**Problem details**
When you repeat the records, keep every word exact and drop each picture.

Items listed in a dataset:
#####
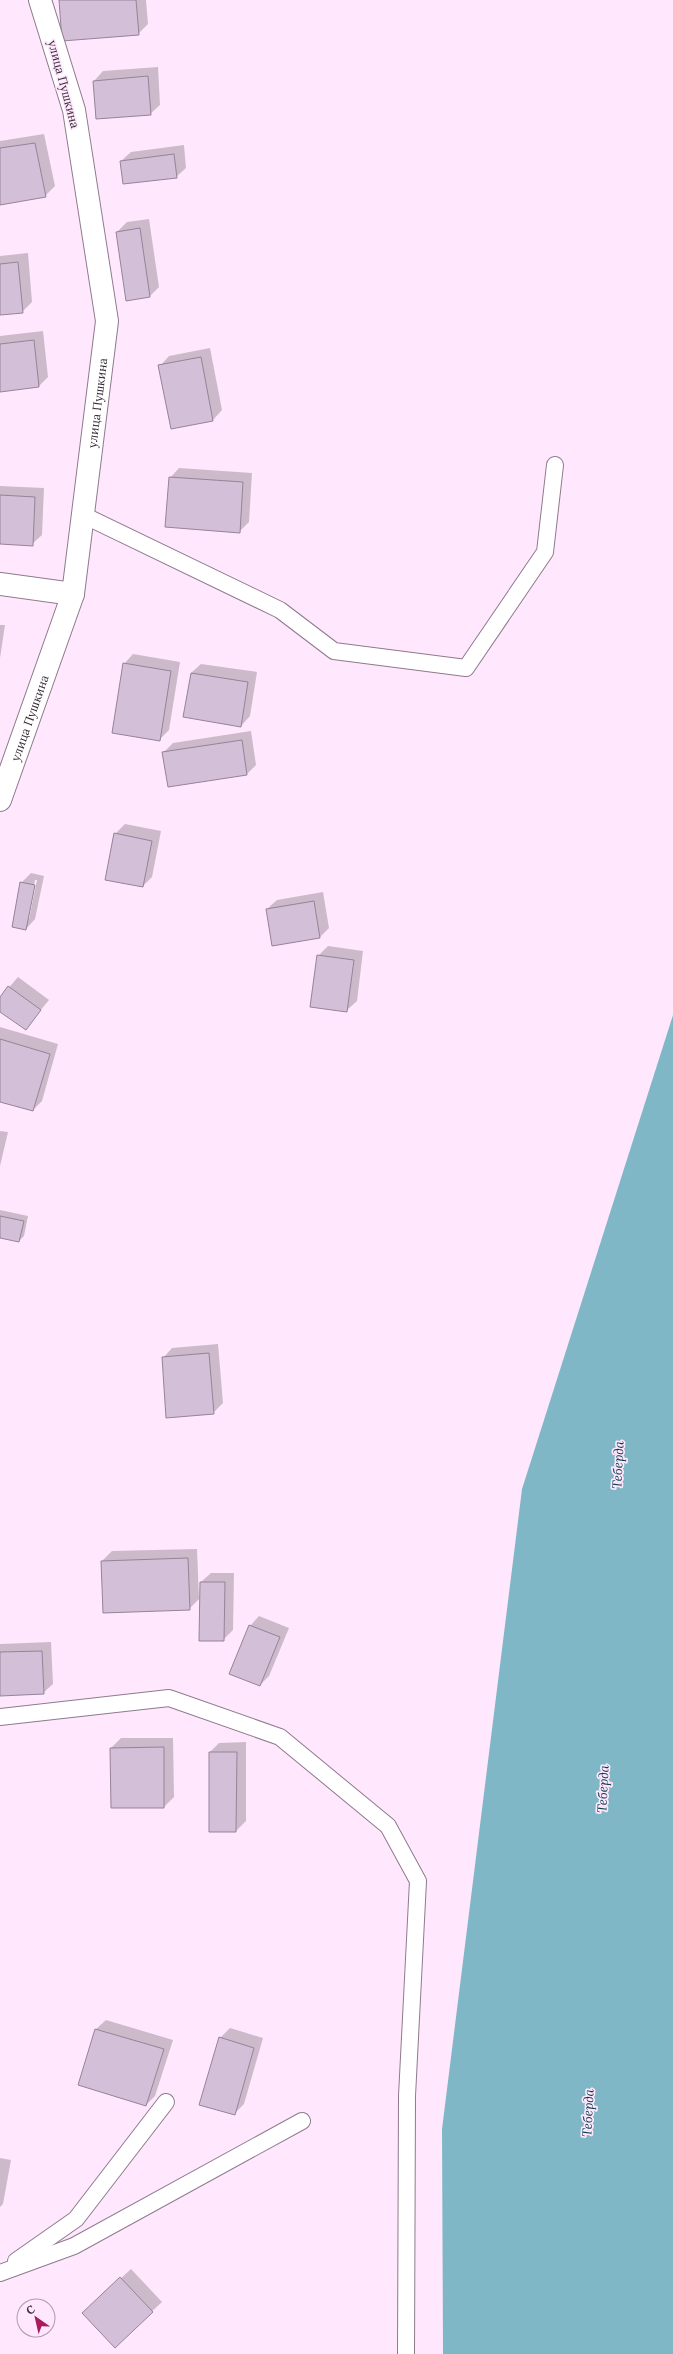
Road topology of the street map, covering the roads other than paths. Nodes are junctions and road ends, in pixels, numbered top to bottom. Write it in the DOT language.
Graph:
graph roads {
  1 [pos="40,0"];
  2 [pos="555,465"];
  3 [pos="83,515"];
  4 [pos="0,584"];
  5 [pos="73,594"];
  6 [pos="0,800"];
  7 [pos="0,1716"];
  8 [pos="166,2102"];
  9 [pos="302,2121"];
  10 [pos="0,2273"];
  11 [pos="406,2354"];
  1 -- 3 [label="street, улица Пушкина"];
  2 -- 3 [label="lane"];
  3 -- 5 [label="street, улица Пушкина"];
  4 -- 5 [label="street"];
  5 -- 6 [label="street, улица Пушкина"];
  7 -- 11 [label="lane"];
  8 -- 10 [label="lane"];
  9 -- 10 [label="lane"];
}
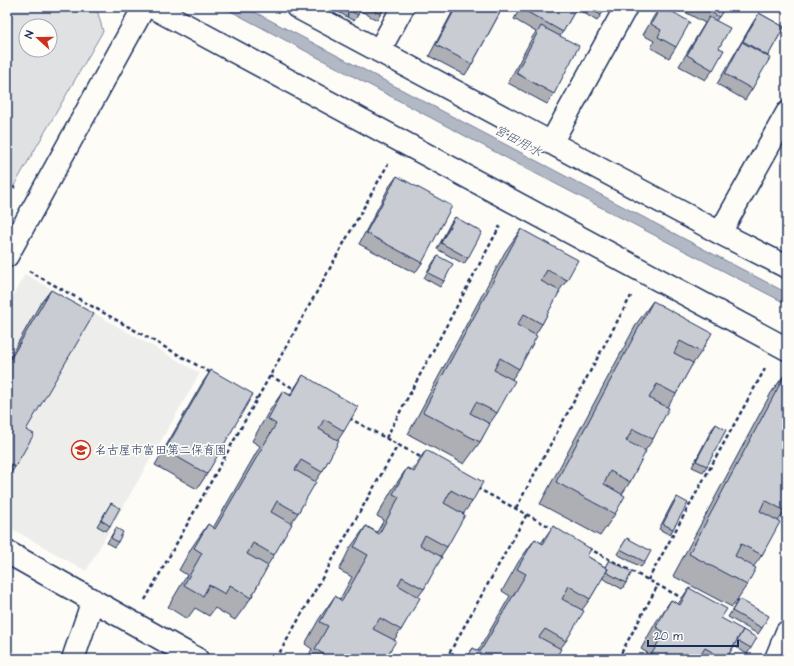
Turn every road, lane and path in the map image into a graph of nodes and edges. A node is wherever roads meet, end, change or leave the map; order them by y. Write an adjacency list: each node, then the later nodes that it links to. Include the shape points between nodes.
1 (144, 7): 12 (street)
2 (152, 7): 8 (street)
3 (297, 7): 6 (street)
4 (403, 7): 6 (street)
5 (626, 7): 9 (street)
6 (379, 51): 9 (street)
7 (787, 113): 11 (street)
8 (401, 141): 10 (street); 18 (path)
9 (551, 143): 11 (street)
10 (513, 201): 15 (street); 23 (path)
11 (720, 233): 13 (street)
12 (7, 256)
13 (787, 268)
14 (28, 270): 17 (path)
15 (645, 272): 16 (street); 27 (path)
16 (783, 346): 32 (path)
17 (216, 376)
18 (270, 376): 19 (path); 21 (path)
19 (297, 390)
20 (243, 391): 21 (path)
21 (257, 399): 36 (path)
22 (345, 416): 23 (path)
23 (386, 438): 24 (path)
24 (398, 445): 25 (path); 40 (path)
25 (426, 460)
26 (474, 486): 27 (path)
27 (516, 508): 28 (path)
28 (527, 514): 29 (path); 41 (path)
29 (560, 532)
30 (587, 547): 32 (path)
31 (7, 552): 34 (street)
32 (648, 580): 33 (path)
33 (658, 585): 35 (path); 42 (path)
34 (93, 600): 36 (street); 38 (street)
35 (685, 600)
36 (133, 623): 39 (street)
37 (787, 632): 43 (street)
38 (73, 659)
39 (197, 659)
40 (276, 659)
41 (446, 659)
42 (618, 659)
43 (776, 659)

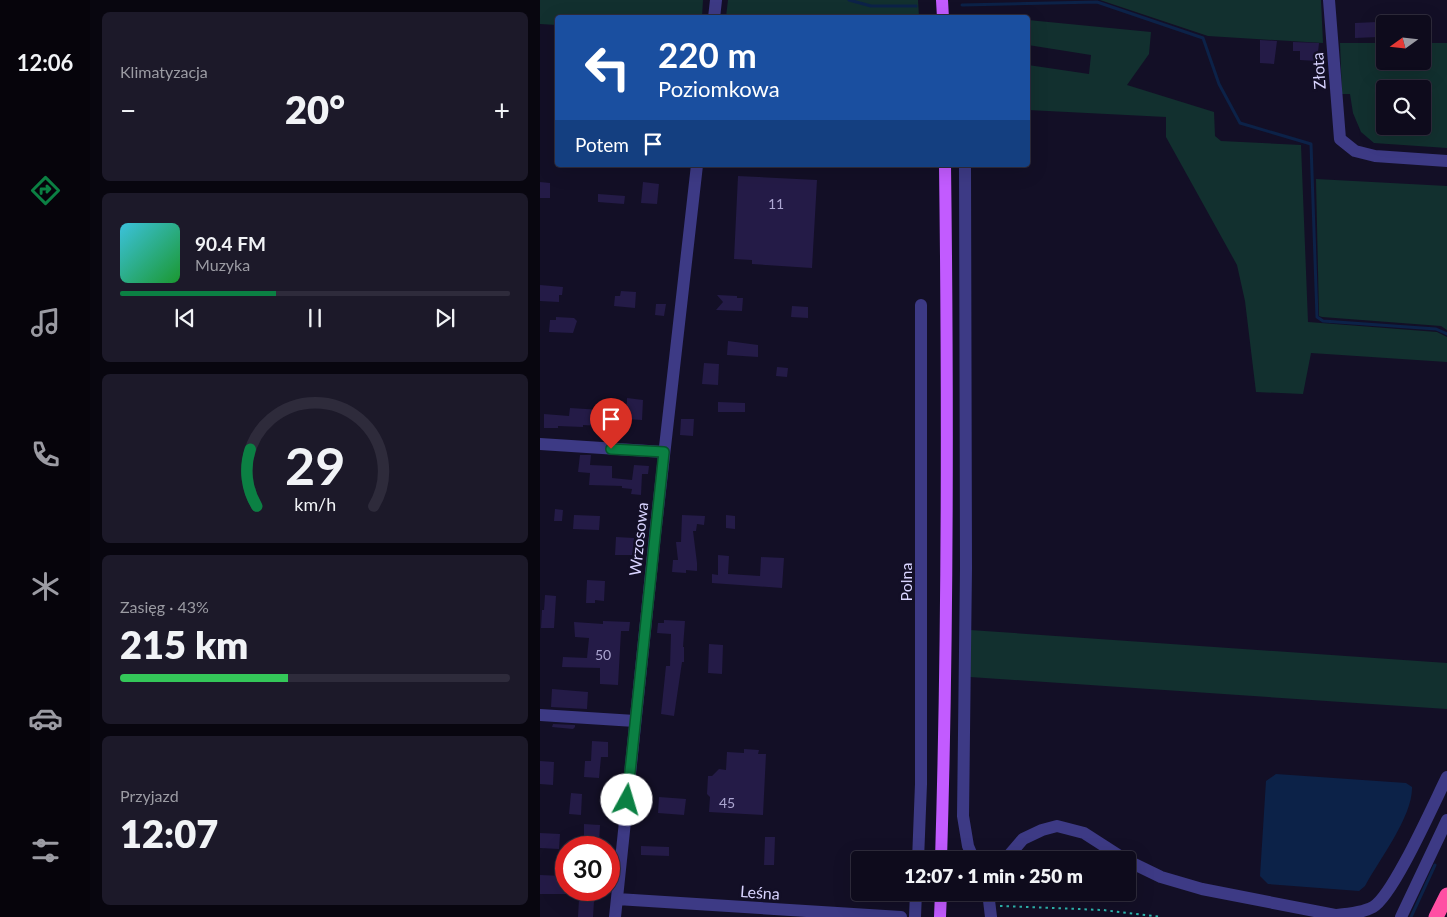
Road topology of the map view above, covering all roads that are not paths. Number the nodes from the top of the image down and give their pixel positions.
1 (716, 0) edge
2 (942, 0) edge
3 (1329, 0) edge
4 (714, 15) edge
5 (942, 15) edge
6 (1447, 160) edge
7 (697, 167) edge
8 (945, 167) edge
9 (965, 167) edge
10 (921, 305) dead end
11 (540, 444) edge
12 (664, 452) junction
13 (540, 715) edge
14 (635, 721) junction
15 (1447, 777) edge
16 (1447, 820) edge
17 (918, 851) edge
18 (942, 851) edge
19 (970, 851) edge
20 (1013, 851) edge
21 (1113, 851) edge
22 (620, 862) edge
23 (1136, 864) edge
24 (1447, 895) edge
25 (620, 899) edge
26 (616, 901) edge
27 (916, 901) edge
28 (941, 901) edge
29 (614, 917) edge
30 (901, 917) edge
31 (915, 917) edge
32 (940, 917) edge
33 (1401, 917) edge
34 (1436, 917) edge

1 - 4 street
2 - 5 main road
3 - 6 street, Złota
7 - 12 street, Wrzosowa
8 - 18 main road
9 - 19 street
10 - 17 street, Polna
11 - 12 street
12 - 14 street, Wrzosowa
13 - 14 street
14 - 22 street, Wrzosowa
15 - 23 street
16 - 33 street
20 - 21 street
24 - 34 highway
25 - 30 street, Leśna
26 - 29 street, Wrzosowa
27 - 31 street
28 - 32 main road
#####
**Result**
Road topology of the street map, covering the roads other than paths. Nodes are junctions and road ends, in pixels, numbered top to bottom. Write it in the DOT language.
Graph:
graph roads {
  1 [pos="40,0"];
  2 [pos="555,465"];
  3 [pos="83,515"];
  4 [pos="0,584"];
  5 [pos="73,594"];
  6 [pos="0,800"];
  7 [pos="0,1716"];
  8 [pos="166,2102"];
  9 [pos="302,2121"];
  10 [pos="0,2273"];
  11 [pos="406,2354"];
  1 -- 3 [label="street, улица Пушкина"];
  2 -- 3 [label="lane"];
  3 -- 5 [label="street, улица Пушкина"];
  4 -- 5 [label="street"];
  5 -- 6 [label="street, улица Пушкина"];
  7 -- 11 [label="lane"];
  8 -- 10 [label="lane"];
  9 -- 10 [label="lane"];
}
Turn every road, lane and path in the map image into a graph of nodes and edges. A node is wherever roads meet, end, change or leave the map; order them by y. Write an adjacency list: each node, then the later nodes that it links to. Include the shape points between nodes.
1 (144, 7): 12 (street)
2 (152, 7): 8 (street)
3 (297, 7): 6 (street)
4 (403, 7): 6 (street)
5 (626, 7): 9 (street)
6 (379, 51): 9 (street)
7 (787, 113): 11 (street)
8 (401, 141): 10 (street); 18 (path)
9 (551, 143): 11 (street)
10 (513, 201): 15 (street); 23 (path)
11 (720, 233): 13 (street)
12 (7, 256)
13 (787, 268)
14 (28, 270): 17 (path)
15 (645, 272): 16 (street); 27 (path)
16 (783, 346): 32 (path)
17 (216, 376)
18 (270, 376): 19 (path); 21 (path)
19 (297, 390)
20 (243, 391): 21 (path)
21 (257, 399): 36 (path)
22 (345, 416): 23 (path)
23 (386, 438): 24 (path)
24 (398, 445): 25 (path); 40 (path)
25 (426, 460)
26 (474, 486): 27 (path)
27 (516, 508): 28 (path)
28 (527, 514): 29 (path); 41 (path)
29 (560, 532)
30 (587, 547): 32 (path)
31 (7, 552): 34 (street)
32 (648, 580): 33 (path)
33 (658, 585): 35 (path); 42 (path)
34 (93, 600): 36 (street); 38 (street)
35 (685, 600)
36 (133, 623): 39 (street)
37 (787, 632): 43 (street)
38 (73, 659)
39 (197, 659)
40 (276, 659)
41 (446, 659)
42 (618, 659)
43 (776, 659)

Road topology of the map view above, covering all roads that are not paths. Number the nodes from the top of the image down and give their pixel positions.
1 (716, 0) edge
2 (942, 0) edge
3 (1329, 0) edge
4 (714, 15) edge
5 (942, 15) edge
6 (1447, 160) edge
7 (697, 167) edge
8 (945, 167) edge
9 (965, 167) edge
10 (921, 305) dead end
11 (540, 444) edge
12 (664, 452) junction
13 (540, 715) edge
14 (635, 721) junction
15 (1447, 777) edge
16 (1447, 820) edge
17 (918, 851) edge
18 (942, 851) edge
19 (970, 851) edge
20 (1013, 851) edge
21 (1113, 851) edge
22 (620, 862) edge
23 (1136, 864) edge
24 (1447, 895) edge
25 (620, 899) edge
26 (616, 901) edge
27 (916, 901) edge
28 (941, 901) edge
29 (614, 917) edge
30 (901, 917) edge
31 (915, 917) edge
32 (940, 917) edge
33 (1401, 917) edge
34 (1436, 917) edge

1 - 4 street
2 - 5 main road
3 - 6 street, Złota
7 - 12 street, Wrzosowa
8 - 18 main road
9 - 19 street
10 - 17 street, Polna
11 - 12 street
12 - 14 street, Wrzosowa
13 - 14 street
14 - 22 street, Wrzosowa
15 - 23 street
16 - 33 street
20 - 21 street
24 - 34 highway
25 - 30 street, Leśna
26 - 29 street, Wrzosowa
27 - 31 street
28 - 32 main road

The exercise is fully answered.